**Task to carry out**
Where in the material does the word "roads" appear? Copy each line that has it.

(Data in this exercise Opens)

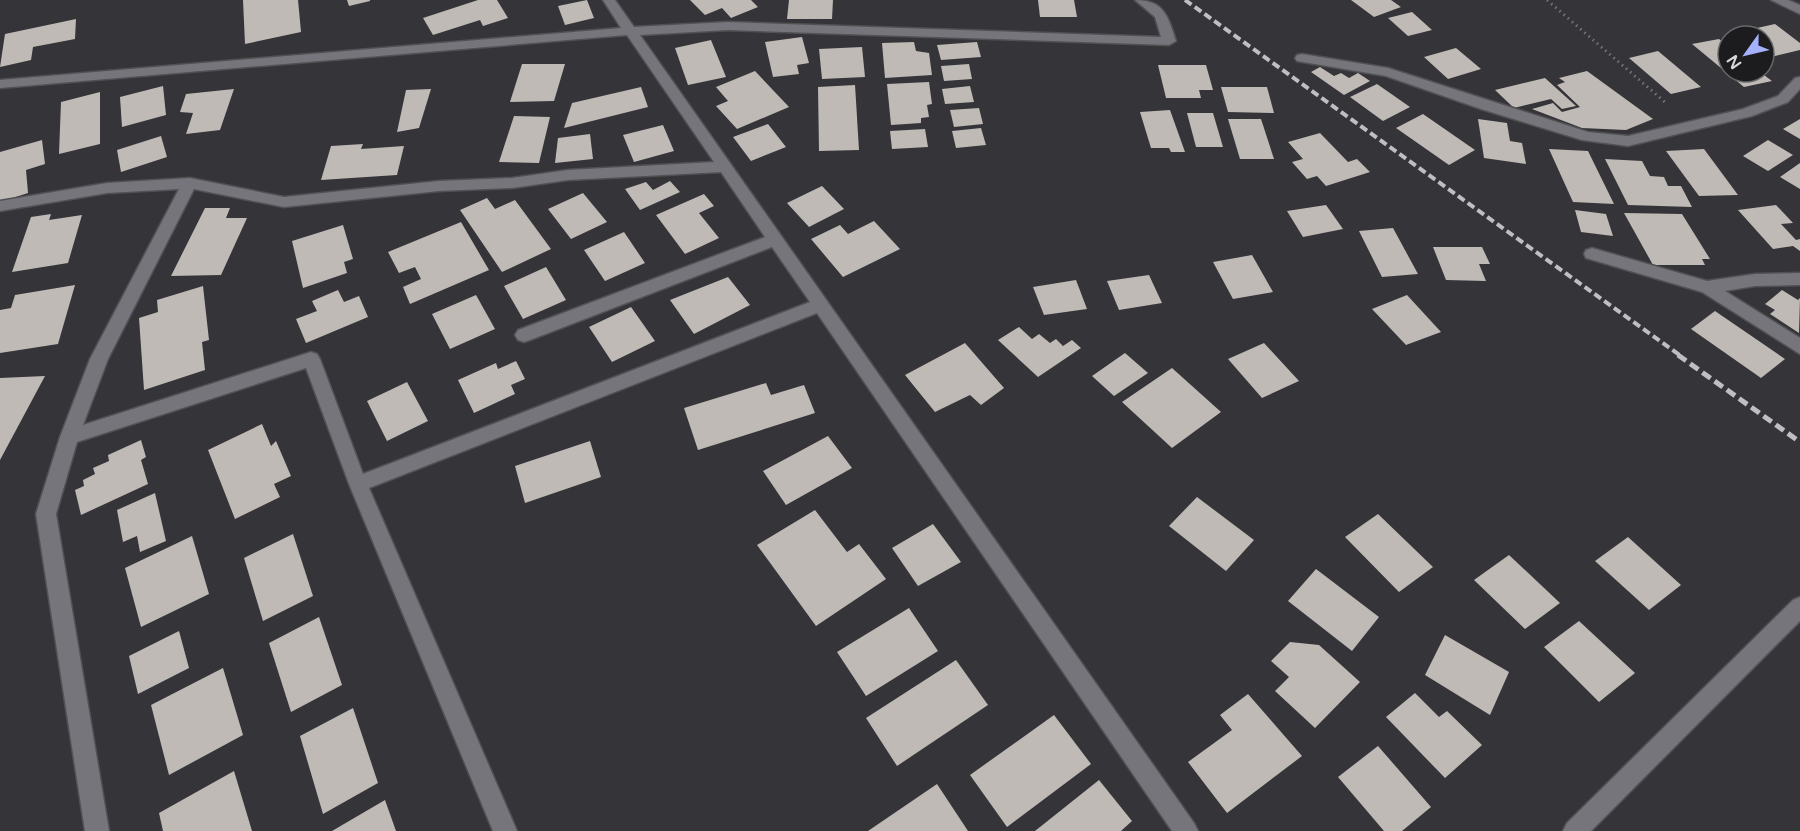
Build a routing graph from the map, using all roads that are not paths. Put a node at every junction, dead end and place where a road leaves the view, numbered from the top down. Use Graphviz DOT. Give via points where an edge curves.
graph roads {
  1 [pos="609,0"];
  2 [pos="1141,0"];
  3 [pos="1777,0"];
  4 [pos="1800,10"];
  5 [pos="629,32"];
  6 [pos="1302,58"];
  7 [pos="1800,81"];
  8 [pos="0,84"];
  9 [pos="725,167"];
  10 [pos="190,183"];
  11 [pos="0,206"];
  12 [pos="776,239"];
  13 [pos="1592,254"];
  14 [pos="1800,279"];
  15 [pos="1707,286"];
  16 [pos="819,305"];
  17 [pos="525,335"];
  18 [pos="1800,347"];
  19 [pos="69,437"];
  20 [pos="358,484"];
  21 [pos="1800,607"];
  22 [pos="97,831"];
  23 [pos="505,831"];
  24 [pos="1186,831"];
  25 [pos="1575,831"];
  1 -- 5 [label="street"];
  2 -- 5 [label="street" via="1161,15 1169,41 728,26"];
  3 -- 4 [label="street"];
  5 -- 8 [label="street"];
  5 -- 9 [label="street"];
  6 -- 7 [label="street" via="1388,72 1587,137 1628,141 1747,113 1784,99"];
  9 -- 10 [label="street" via="568,175 284,202"];
  9 -- 12 [label="street"];
  10 -- 11 [label="street" via="107,188"];
  10 -- 19 [label="street" via="99,359"];
  12 -- 16 [label="street"];
  12 -- 17 [label="street"];
  13 -- 15 [label="street"];
  14 -- 15 [label="street"];
  15 -- 18 [label="street"];
  16 -- 20 [label="street"];
  16 -- 24 [label="street"];
  19 -- 20 [label="street" via="311,360"];
  19 -- 22 [label="street" via="46,514"];
  20 -- 23 [label="street"];
  21 -- 25 [label="street"];
}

(Data in this exercise Closes)

**Answer to the exercise**
Build a routing graph from the map, using all roads that are not paths. Put a node at every junction, dead end and place where a road leaves the view, numbered from the top down. Use Graphviz DOT. Give via points where an edge curves.
graph roads {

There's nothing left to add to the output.